On 3/3/25 16:50, Fabian Grünbichler wrote:
> On March 3, 2025 4:23 pm, Christian Ebner wrote:
>> On 3/3/25 14:51, Fabian Grünbichler wrote:
>>> On February 19, 2025 5:48 pm, Christian Ebner wrote:
>>>> Check if the filesystem backing the chunk store actually updates the
>>>> atime to avoid potential data loss in phase 2 of garbage collection
>>>> in case the atime update is not honored.
>>>>
>>>> Perform the check before phase 1 of garbage collection, as well as
>>>> on datastore creation. The latter to early detect and disallow
>>>> datastore creation on filesystem configurations which otherwise most
>>>> likely would lead to data losses.
>>>>
>>>> Enable the atime update check by default, but allow to opt-out by
>>>> setting a datastore tuning parameter flag for backwards compatibility.
>>>> This is honored by both, garbage collection and datastore creation.
>>>>
>>>> The check uses a 4 MiB fixed sized, unencypted and compressed chunk
>>>> as test marker, inserted if not present. This all zero-chunk is very
>>>> likely anyways for unencrypted backup contents with large all-zero
>>>> regions using fixed size chunking (e.g. VMs).
>>>>
>>>> The check sets the chunk's atime twice, once to set it to 1 second
>>>> into the past, and once to set it to now. By this one can detect if
>>>> the atime is set at all and if it also set if the filesystem is e.g.
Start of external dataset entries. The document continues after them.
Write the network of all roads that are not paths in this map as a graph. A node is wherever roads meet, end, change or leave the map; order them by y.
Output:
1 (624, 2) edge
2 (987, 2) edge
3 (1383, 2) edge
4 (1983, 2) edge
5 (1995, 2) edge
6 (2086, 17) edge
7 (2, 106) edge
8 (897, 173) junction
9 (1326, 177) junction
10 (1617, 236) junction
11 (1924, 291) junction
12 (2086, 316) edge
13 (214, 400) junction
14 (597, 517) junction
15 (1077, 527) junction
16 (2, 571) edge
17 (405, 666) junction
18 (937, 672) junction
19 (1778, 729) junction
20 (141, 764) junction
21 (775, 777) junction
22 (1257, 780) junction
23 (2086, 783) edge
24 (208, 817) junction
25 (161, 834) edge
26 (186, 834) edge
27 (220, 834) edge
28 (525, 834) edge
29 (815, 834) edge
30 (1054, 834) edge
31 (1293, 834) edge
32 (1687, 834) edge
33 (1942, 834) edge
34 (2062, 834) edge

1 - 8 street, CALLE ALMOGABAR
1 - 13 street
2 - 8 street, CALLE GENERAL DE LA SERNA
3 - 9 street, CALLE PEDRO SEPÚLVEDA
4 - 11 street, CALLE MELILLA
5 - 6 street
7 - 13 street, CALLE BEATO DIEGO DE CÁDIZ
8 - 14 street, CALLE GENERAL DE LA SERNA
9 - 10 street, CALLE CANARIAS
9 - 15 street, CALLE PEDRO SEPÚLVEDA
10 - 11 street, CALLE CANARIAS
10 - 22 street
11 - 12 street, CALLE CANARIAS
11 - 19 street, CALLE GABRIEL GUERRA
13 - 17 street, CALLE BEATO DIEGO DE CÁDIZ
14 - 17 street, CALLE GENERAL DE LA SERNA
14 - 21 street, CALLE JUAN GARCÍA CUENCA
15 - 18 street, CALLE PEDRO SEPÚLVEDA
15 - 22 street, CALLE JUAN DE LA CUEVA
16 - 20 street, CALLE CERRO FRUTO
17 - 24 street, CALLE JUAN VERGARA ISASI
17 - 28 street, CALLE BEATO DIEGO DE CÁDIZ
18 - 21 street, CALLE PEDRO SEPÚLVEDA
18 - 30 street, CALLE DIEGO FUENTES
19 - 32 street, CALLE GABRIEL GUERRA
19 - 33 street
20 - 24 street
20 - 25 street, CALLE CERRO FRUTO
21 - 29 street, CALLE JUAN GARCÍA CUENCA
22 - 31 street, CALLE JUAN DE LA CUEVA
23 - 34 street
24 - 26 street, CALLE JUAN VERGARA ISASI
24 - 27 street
>>>> mounted via relatime, which is intended to deferr the atime update.
>>>
>>> that's not how relatime works? see below..
>>>
>>>>
>>>> Fixes: https://bugzilla.proxmox.com/show_bug.cgi?id=5982
>>>> Signed-off-by: Christian Ebner <c.ebner@proxmox.com>
>>>> ---
>>>> changes since version 1:
>>>> - Use all-zero fixed size chunk for atime update test
>>>> - Test on datastore creation and before garbage collection phase 1
>>>> - fail datastore creation and garbage collection jobs if check fails,
>>>>     but keep opt-out
>>>>
>>>>    pbs-datastore/src/chunk_store.rs | 80 ++++++++++++++++++++++++++++++--
>>>>    pbs-datastore/src/datastore.rs   | 10 ++++
>>>>    src/api2/config/datastore.rs     |  1 +
>>>>    3 files changed, 86 insertions(+), 5 deletions(-)
>>>>
>>>> diff --git a/pbs-datastore/src/chunk_store.rs b/pbs-datastore/src/chunk_store.rs
>>>> index 7bdcb0297..be57e3c87 100644
>>>> --- a/pbs-datastore/src/chunk_store.rs
>>>> +++ b/pbs-datastore/src/chunk_store.rs
>>>> @@ -1,6 +1,7 @@
>>>>    use std::os::unix::io::AsRawFd;
>>>>    use std::path::{Path, PathBuf};
>>>>    use std::sync::{Arc, Mutex};
>>>> +use std::time::{Duration, SystemTime, UNIX_EPOCH};
>>>>    
>>>>    use anyhow::{bail, format_err, Error};
>>>>    use tracing::info;
>>>> @@ -13,6 +14,7 @@ use proxmox_sys::process_locker::{
>>>>    };
>>>>    use proxmox_worker_task::WorkerTaskContext;
>>>>    
>>>> +use crate::data_blob::DataChunkBuilder;
>>>>    use crate::file_formats::{
>>>>        COMPRESSED_BLOB_MAGIC_1_0, ENCRYPTED_BLOB_MAGIC_1_0, UNCOMPRESSED_BLOB_MAGIC_1_0,
>>>>    };
>>>> @@ -96,6 +98,7 @@ impl ChunkStore {
>>>>            uid: nix::unistd::Uid,
>>>>            gid: nix::unistd::Gid,
>>>>            sync_level: DatastoreFSyncLevel,
>>>> +        atime_update_check: bool,
>>>>        ) -> Result<Self, Error>
>>>>        where
>>>>            P: Into<PathBuf>,
>>>> @@ -150,7 +153,16 @@ impl ChunkStore {
>>>>                }
>>>>            }
>>>>    
>>>> -        Self::open(name, base, sync_level)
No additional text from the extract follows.